**What you should do:** Retype every entry exactly, character for character.

**Collected data entries:**
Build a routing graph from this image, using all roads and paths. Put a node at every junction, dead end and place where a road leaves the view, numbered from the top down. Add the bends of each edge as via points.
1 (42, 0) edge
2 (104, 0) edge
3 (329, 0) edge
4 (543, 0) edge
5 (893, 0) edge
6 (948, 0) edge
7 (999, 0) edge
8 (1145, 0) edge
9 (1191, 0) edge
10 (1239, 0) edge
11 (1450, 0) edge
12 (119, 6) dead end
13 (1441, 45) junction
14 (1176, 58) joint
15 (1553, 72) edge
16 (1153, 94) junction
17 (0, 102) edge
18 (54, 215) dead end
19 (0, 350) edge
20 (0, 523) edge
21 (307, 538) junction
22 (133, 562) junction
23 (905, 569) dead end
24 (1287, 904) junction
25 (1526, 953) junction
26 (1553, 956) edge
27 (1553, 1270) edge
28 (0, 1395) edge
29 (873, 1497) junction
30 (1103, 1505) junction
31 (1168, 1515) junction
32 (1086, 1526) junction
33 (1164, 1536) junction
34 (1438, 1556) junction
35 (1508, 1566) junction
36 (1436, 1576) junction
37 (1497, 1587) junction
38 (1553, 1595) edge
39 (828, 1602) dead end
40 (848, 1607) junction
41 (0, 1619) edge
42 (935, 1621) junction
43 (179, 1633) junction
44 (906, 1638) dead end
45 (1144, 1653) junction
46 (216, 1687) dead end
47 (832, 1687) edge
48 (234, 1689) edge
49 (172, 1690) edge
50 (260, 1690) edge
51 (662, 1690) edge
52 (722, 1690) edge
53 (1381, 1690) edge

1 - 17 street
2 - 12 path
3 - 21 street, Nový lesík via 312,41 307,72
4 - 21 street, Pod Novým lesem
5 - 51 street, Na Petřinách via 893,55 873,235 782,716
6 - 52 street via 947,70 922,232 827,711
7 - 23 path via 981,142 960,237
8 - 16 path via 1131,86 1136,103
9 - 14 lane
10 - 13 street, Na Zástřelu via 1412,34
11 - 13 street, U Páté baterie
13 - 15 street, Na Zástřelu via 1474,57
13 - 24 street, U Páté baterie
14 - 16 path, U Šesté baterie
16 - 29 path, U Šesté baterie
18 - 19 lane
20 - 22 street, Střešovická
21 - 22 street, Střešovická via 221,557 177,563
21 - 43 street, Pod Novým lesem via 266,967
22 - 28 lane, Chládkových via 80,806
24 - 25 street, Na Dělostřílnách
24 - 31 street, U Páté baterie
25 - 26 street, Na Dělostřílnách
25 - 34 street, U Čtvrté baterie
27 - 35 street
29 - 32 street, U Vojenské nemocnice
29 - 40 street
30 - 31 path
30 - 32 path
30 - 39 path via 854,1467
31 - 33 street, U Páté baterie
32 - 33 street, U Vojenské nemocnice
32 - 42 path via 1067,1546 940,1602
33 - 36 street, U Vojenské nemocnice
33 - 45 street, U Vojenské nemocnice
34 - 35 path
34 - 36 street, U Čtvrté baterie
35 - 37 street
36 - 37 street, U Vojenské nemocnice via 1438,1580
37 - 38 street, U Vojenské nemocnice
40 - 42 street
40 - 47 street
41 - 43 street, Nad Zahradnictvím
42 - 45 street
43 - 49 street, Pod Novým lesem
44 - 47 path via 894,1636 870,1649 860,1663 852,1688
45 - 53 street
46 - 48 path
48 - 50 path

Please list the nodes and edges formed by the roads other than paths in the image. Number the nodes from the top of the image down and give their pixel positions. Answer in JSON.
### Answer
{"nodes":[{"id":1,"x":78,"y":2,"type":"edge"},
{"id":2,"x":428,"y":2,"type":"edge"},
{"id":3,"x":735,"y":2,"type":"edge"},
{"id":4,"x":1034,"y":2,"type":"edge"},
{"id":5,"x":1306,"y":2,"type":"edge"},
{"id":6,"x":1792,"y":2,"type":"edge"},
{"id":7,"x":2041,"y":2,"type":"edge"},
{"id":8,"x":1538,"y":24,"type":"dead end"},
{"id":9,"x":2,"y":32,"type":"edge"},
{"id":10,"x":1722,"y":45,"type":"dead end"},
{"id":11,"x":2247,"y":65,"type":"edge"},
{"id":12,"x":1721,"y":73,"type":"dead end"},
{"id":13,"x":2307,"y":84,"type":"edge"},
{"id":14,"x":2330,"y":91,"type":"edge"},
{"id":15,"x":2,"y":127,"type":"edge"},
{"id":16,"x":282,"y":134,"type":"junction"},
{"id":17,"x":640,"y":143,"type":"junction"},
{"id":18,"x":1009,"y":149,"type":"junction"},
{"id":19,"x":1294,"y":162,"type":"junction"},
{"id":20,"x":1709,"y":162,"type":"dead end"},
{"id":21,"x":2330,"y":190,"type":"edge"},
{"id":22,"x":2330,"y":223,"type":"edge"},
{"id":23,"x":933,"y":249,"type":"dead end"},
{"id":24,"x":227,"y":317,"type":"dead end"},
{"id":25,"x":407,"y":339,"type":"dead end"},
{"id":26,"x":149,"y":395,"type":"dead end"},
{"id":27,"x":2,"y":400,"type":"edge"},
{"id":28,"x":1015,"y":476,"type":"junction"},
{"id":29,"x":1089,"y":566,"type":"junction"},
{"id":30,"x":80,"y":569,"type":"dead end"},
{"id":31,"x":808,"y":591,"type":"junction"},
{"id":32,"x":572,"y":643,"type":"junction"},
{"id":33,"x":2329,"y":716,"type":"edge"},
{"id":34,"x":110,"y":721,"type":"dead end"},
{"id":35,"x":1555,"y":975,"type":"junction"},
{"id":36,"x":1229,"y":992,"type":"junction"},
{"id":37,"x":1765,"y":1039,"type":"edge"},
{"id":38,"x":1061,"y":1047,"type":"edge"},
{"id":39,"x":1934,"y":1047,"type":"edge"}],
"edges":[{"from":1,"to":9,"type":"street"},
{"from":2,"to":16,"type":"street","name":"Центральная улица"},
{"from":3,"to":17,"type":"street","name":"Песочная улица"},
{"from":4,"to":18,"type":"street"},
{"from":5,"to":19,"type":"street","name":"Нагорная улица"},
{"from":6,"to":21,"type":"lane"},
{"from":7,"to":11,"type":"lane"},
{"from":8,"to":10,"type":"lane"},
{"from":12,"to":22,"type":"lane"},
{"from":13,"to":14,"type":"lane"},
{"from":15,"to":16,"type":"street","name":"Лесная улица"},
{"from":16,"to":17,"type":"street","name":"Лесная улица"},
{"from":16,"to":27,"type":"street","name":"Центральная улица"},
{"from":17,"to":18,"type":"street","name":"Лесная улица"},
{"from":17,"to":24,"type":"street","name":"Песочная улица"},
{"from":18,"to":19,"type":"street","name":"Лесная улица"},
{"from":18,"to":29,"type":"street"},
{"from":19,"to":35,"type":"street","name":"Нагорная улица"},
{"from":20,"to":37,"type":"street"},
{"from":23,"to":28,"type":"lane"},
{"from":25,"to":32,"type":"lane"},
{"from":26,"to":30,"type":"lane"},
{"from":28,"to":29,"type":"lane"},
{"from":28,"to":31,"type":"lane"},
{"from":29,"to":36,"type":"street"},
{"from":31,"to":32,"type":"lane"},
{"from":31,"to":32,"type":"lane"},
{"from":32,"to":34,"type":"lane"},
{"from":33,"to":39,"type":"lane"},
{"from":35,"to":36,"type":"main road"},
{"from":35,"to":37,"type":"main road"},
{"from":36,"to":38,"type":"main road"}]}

**Written solution:**
Build a routing graph from this image, using all roads and paths. Put a node at every junction, dead end and place where a road leaves the view, numbered from the top down. Add the bends of each edge as via points.
1 (42, 0) edge
2 (104, 0) edge
3 (329, 0) edge
4 (543, 0) edge
5 (893, 0) edge
6 (948, 0) edge
7 (999, 0) edge
8 (1145, 0) edge
9 (1191, 0) edge
10 (1239, 0) edge
11 (1450, 0) edge
12 (119, 6) dead end
13 (1441, 45) junction
14 (1176, 58) joint
15 (1553, 72) edge
16 (1153, 94) junction
17 (0, 102) edge
18 (54, 215) dead end
19 (0, 350) edge
20 (0, 523) edge
21 (307, 538) junction
22 (133, 562) junction
23 (905, 569) dead end
24 (1287, 904) junction
25 (1526, 953) junction
26 (1553, 956) edge
27 (1553, 1270) edge
28 (0, 1395) edge
29 (873, 1497) junction
30 (1103, 1505) junction
31 (1168, 1515) junction
32 (1086, 1526) junction
33 (1164, 1536) junction
34 (1438, 1556) junction
35 (1508, 1566) junction
36 (1436, 1576) junction
37 (1497, 1587) junction
38 (1553, 1595) edge
39 (828, 1602) dead end
40 (848, 1607) junction
41 (0, 1619) edge
42 (935, 1621) junction
43 (179, 1633) junction
44 (906, 1638) dead end
45 (1144, 1653) junction
46 (216, 1687) dead end
47 (832, 1687) edge
48 (234, 1689) edge
49 (172, 1690) edge
50 (260, 1690) edge
51 (662, 1690) edge
52 (722, 1690) edge
53 (1381, 1690) edge

1 - 17 street
2 - 12 path
3 - 21 street, Nový lesík via 312,41 307,72
4 - 21 street, Pod Novým lesem
5 - 51 street, Na Petřinách via 893,55 873,235 782,716
6 - 52 street via 947,70 922,232 827,711
7 - 23 path via 981,142 960,237
8 - 16 path via 1131,86 1136,103
9 - 14 lane
10 - 13 street, Na Zástřelu via 1412,34
11 - 13 street, U Páté baterie
13 - 15 street, Na Zástřelu via 1474,57
13 - 24 street, U Páté baterie
14 - 16 path, U Šesté baterie
16 - 29 path, U Šesté baterie
18 - 19 lane
20 - 22 street, Střešovická
21 - 22 street, Střešovická via 221,557 177,563
21 - 43 street, Pod Novým lesem via 266,967
22 - 28 lane, Chládkových via 80,806
24 - 25 street, Na Dělostřílnách
24 - 31 street, U Páté baterie
25 - 26 street, Na Dělostřílnách
25 - 34 street, U Čtvrté baterie
27 - 35 street
29 - 32 street, U Vojenské nemocnice
29 - 40 street
30 - 31 path
30 - 32 path
30 - 39 path via 854,1467
31 - 33 street, U Páté baterie
32 - 33 street, U Vojenské nemocnice
32 - 42 path via 1067,1546 940,1602
33 - 36 street, U Vojenské nemocnice
33 - 45 street, U Vojenské nemocnice
34 - 35 path
34 - 36 street, U Čtvrté baterie
35 - 37 street
36 - 37 street, U Vojenské nemocnice via 1438,1580
37 - 38 street, U Vojenské nemocnice
40 - 42 street
40 - 47 street
41 - 43 street, Nad Zahradnictvím
42 - 45 street
43 - 49 street, Pod Novým lesem
44 - 47 path via 894,1636 870,1649 860,1663 852,1688
45 - 53 street
46 - 48 path
48 - 50 path

Please list the nodes and edges formed by the roads other than paths in the image. Number the nodes from the top of the image down and give their pixel positions. Answer in JSON.
### Answer
{"nodes":[{"id":1,"x":78,"y":2,"type":"edge"},
{"id":2,"x":428,"y":2,"type":"edge"},
{"id":3,"x":735,"y":2,"type":"edge"},
{"id":4,"x":1034,"y":2,"type":"edge"},
{"id":5,"x":1306,"y":2,"type":"edge"},
{"id":6,"x":1792,"y":2,"type":"edge"},
{"id":7,"x":2041,"y":2,"type":"edge"},
{"id":8,"x":1538,"y":24,"type":"dead end"},
{"id":9,"x":2,"y":32,"type":"edge"},
{"id":10,"x":1722,"y":45,"type":"dead end"},
{"id":11,"x":2247,"y":65,"type":"edge"},
{"id":12,"x":1721,"y":73,"type":"dead end"},
{"id":13,"x":2307,"y":84,"type":"edge"},
{"id":14,"x":2330,"y":91,"type":"edge"},
{"id":15,"x":2,"y":127,"type":"edge"},
{"id":16,"x":282,"y":134,"type":"junction"},
{"id":17,"x":640,"y":143,"type":"junction"},
{"id":18,"x":1009,"y":149,"type":"junction"},
{"id":19,"x":1294,"y":162,"type":"junction"},
{"id":20,"x":1709,"y":162,"type":"dead end"},
{"id":21,"x":2330,"y":190,"type":"edge"},
{"id":22,"x":2330,"y":223,"type":"edge"},
{"id":23,"x":933,"y":249,"type":"dead end"},
{"id":24,"x":227,"y":317,"type":"dead end"},
{"id":25,"x":407,"y":339,"type":"dead end"},
{"id":26,"x":149,"y":395,"type":"dead end"},
{"id":27,"x":2,"y":400,"type":"edge"},
{"id":28,"x":1015,"y":476,"type":"junction"},
{"id":29,"x":1089,"y":566,"type":"junction"},
{"id":30,"x":80,"y":569,"type":"dead end"},
{"id":31,"x":808,"y":591,"type":"junction"},
{"id":32,"x":572,"y":643,"type":"junction"},
{"id":33,"x":2329,"y":716,"type":"edge"},
{"id":34,"x":110,"y":721,"type":"dead end"},
{"id":35,"x":1555,"y":975,"type":"junction"},
{"id":36,"x":1229,"y":992,"type":"junction"},
{"id":37,"x":1765,"y":1039,"type":"edge"},
{"id":38,"x":1061,"y":1047,"type":"edge"},
{"id":39,"x":1934,"y":1047,"type":"edge"}],
"edges":[{"from":1,"to":9,"type":"street"},
{"from":2,"to":16,"type":"street","name":"Центральная улица"},
{"from":3,"to":17,"type":"street","name":"Песочная улица"},
{"from":4,"to":18,"type":"street"},
{"from":5,"to":19,"type":"street","name":"Нагорная улица"},
{"from":6,"to":21,"type":"lane"},
{"from":7,"to":11,"type":"lane"},
{"from":8,"to":10,"type":"lane"},
{"from":12,"to":22,"type":"lane"},
{"from":13,"to":14,"type":"lane"},
{"from":15,"to":16,"type":"street","name":"Лесная улица"},
{"from":16,"to":17,"type":"street","name":"Лесная улица"},
{"from":16,"to":27,"type":"street","name":"Центральная улица"},
{"from":17,"to":18,"type":"street","name":"Лесная улица"},
{"from":17,"to":24,"type":"street","name":"Песочная улица"},
{"from":18,"to":19,"type":"street","name":"Лесная улица"},
{"from":18,"to":29,"type":"street"},
{"from":19,"to":35,"type":"street","name":"Нагорная улица"},
{"from":20,"to":37,"type":"street"},
{"from":23,"to":28,"type":"lane"},
{"from":25,"to":32,"type":"lane"},
{"from":26,"to":30,"type":"lane"},
{"from":28,"to":29,"type":"lane"},
{"from":28,"to":31,"type":"lane"},
{"from":29,"to":36,"type":"street"},
{"from":31,"to":32,"type":"lane"},
{"from":31,"to":32,"type":"lane"},
{"from":32,"to":34,"type":"lane"},
{"from":33,"to":39,"type":"lane"},
{"from":35,"to":36,"type":"main road"},
{"from":35,"to":37,"type":"main road"},
{"from":36,"to":38,"type":"main road"}]}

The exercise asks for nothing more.